Quantitative trait mapping identified a locus colocalizing with L-Fabp, encoding
liver fatty acid binding protein, as a positional candidate for murine
gallstone susceptibility. When fed a lithogenic diet (LD) for 2 weeks, L-Fabp(-/-) mice became hypercholesterolemic with increased hepatic
VLDL cholesterol secretion. Seventy-five percent of L-Fabp(-/-) mice developed solid
gallstones compared with 6% of wild-type mice with an increased
gallstone score (3.29 versus 0.62, respectively; P < 0.01).

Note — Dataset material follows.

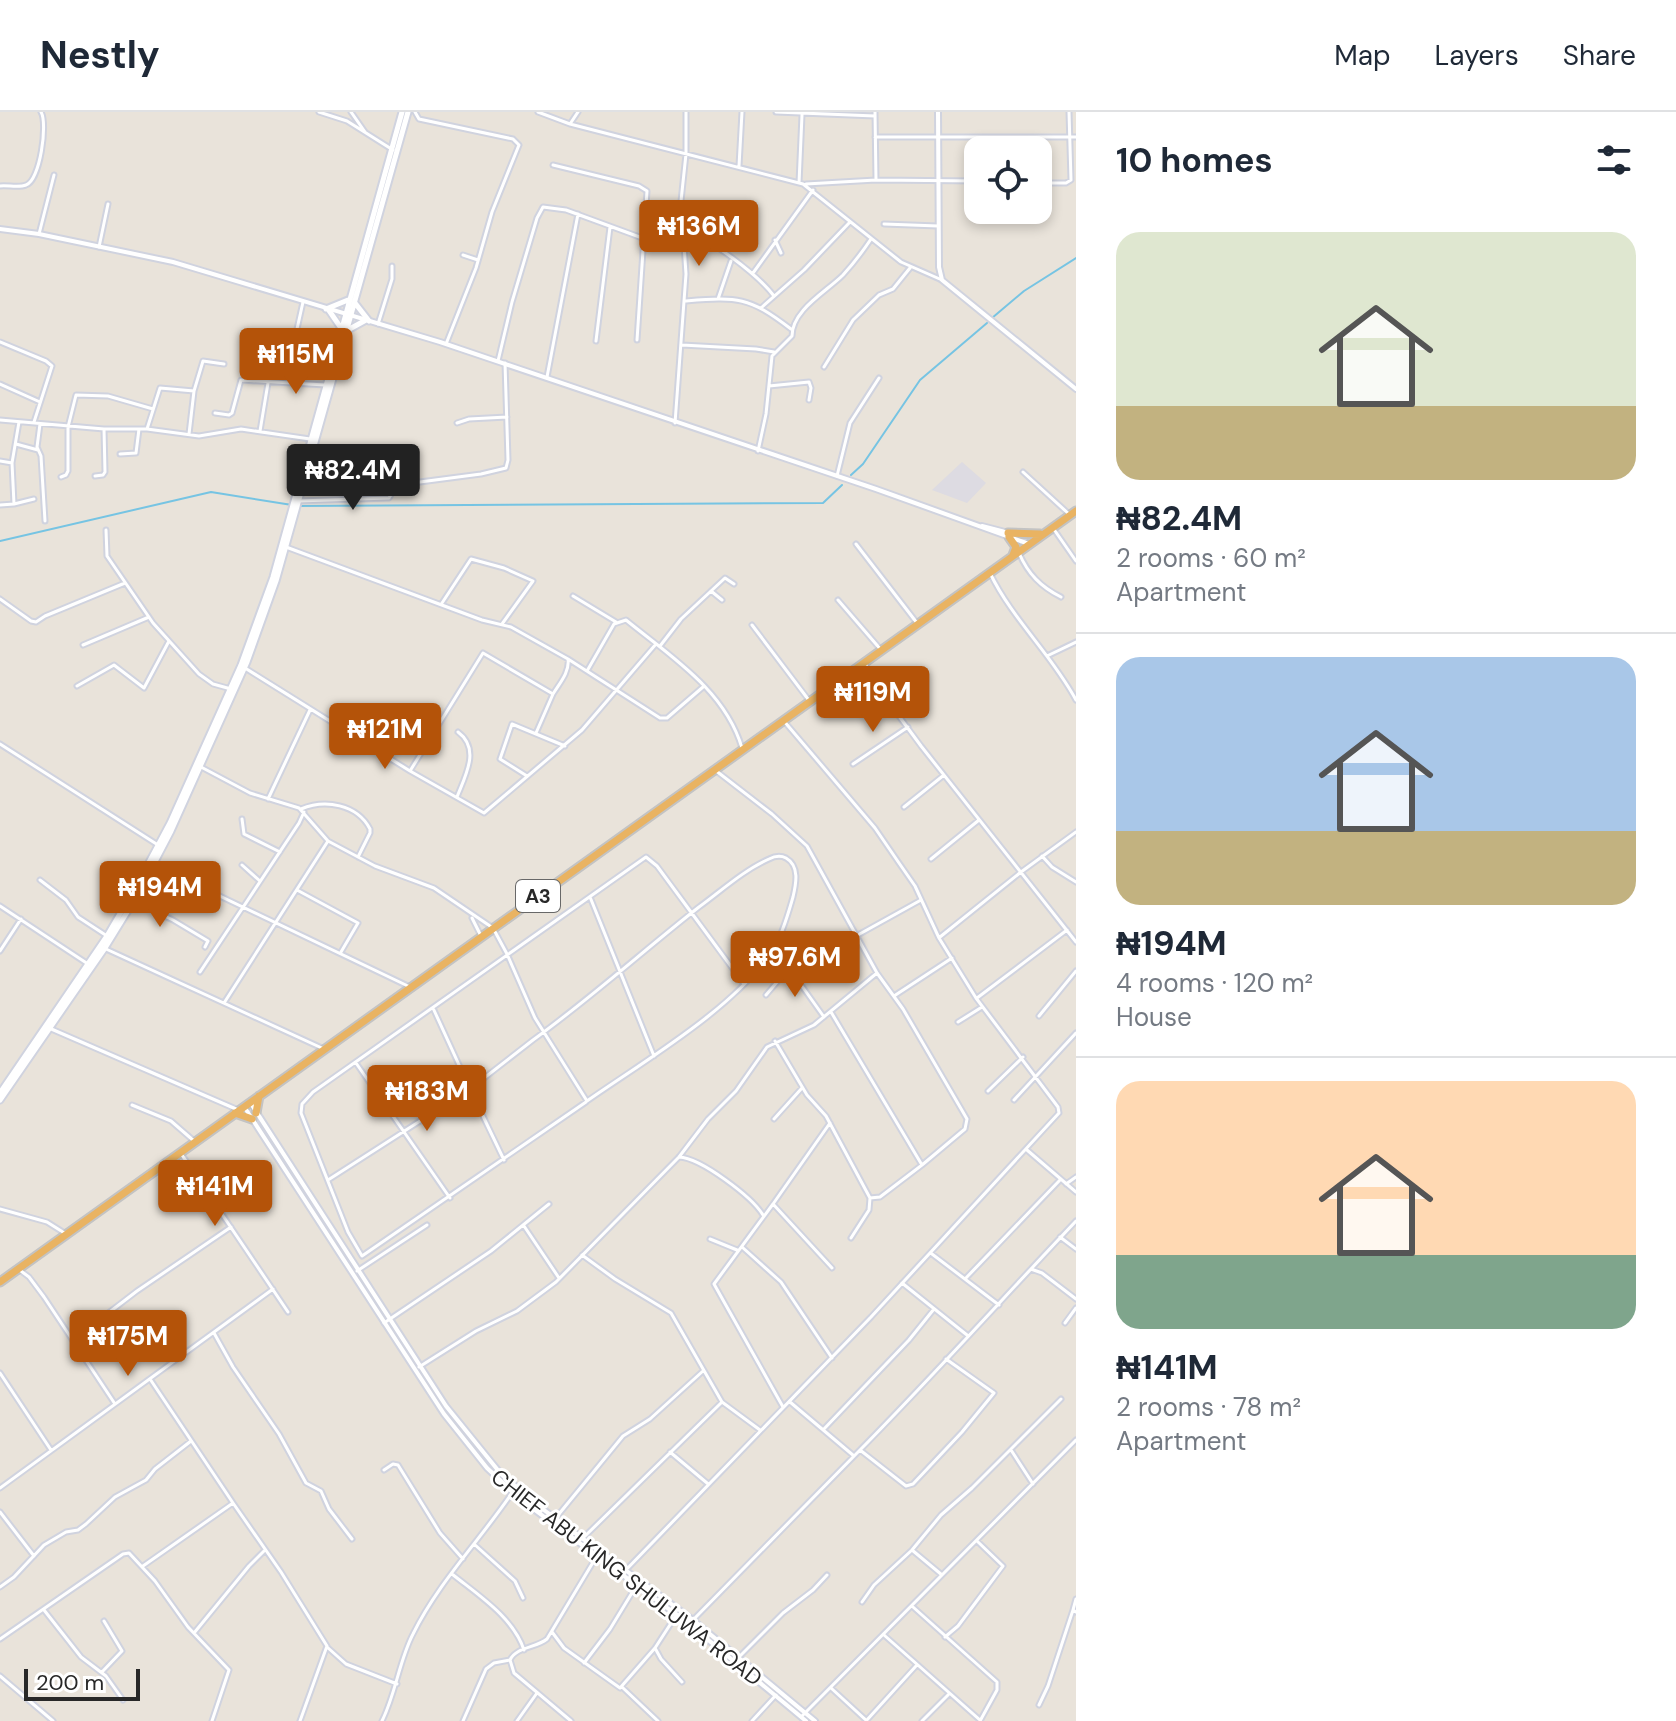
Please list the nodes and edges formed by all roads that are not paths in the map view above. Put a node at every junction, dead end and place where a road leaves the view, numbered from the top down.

Hepatic free
cholesterol content, biliary
cholesterol secretion, and the
cholesterol saturation index of hepatic bile were increased in LD-fed L-Fabp(-/-) mice. Chow-fed L-Fabp(-/-) mice demonstrated increased fecal
bile acid (BA) excretion accompanied by decreased ileal Asbt expression. By contrast, there was an increased BA pool and decreased fecal BA excretion in LD-fed L-Fabp(-/-) mice, associated with increased proximal intestinal Asbt
mRNA expression, suggesting that intestinal BA absorption was enhanced in LD-fed L-Fabp(-/-) mice. The increase in biliary BA secretion and enterohepatic pool size in LD-fed L-Fabp(-/-) mice was accompanied by downregulation of Cyp7a1
mRNA and increased intestinal
mRNA abundance of Fgf-15, Fxr, and Fabp6. These findings suggest that changes in hepatic
cholesterol metabolism and biliary
lipid secretion as well as changes in enterohepatic BA metabolism increase
gallstone susceptibility in LD fed L-Fabp(-/-) mice.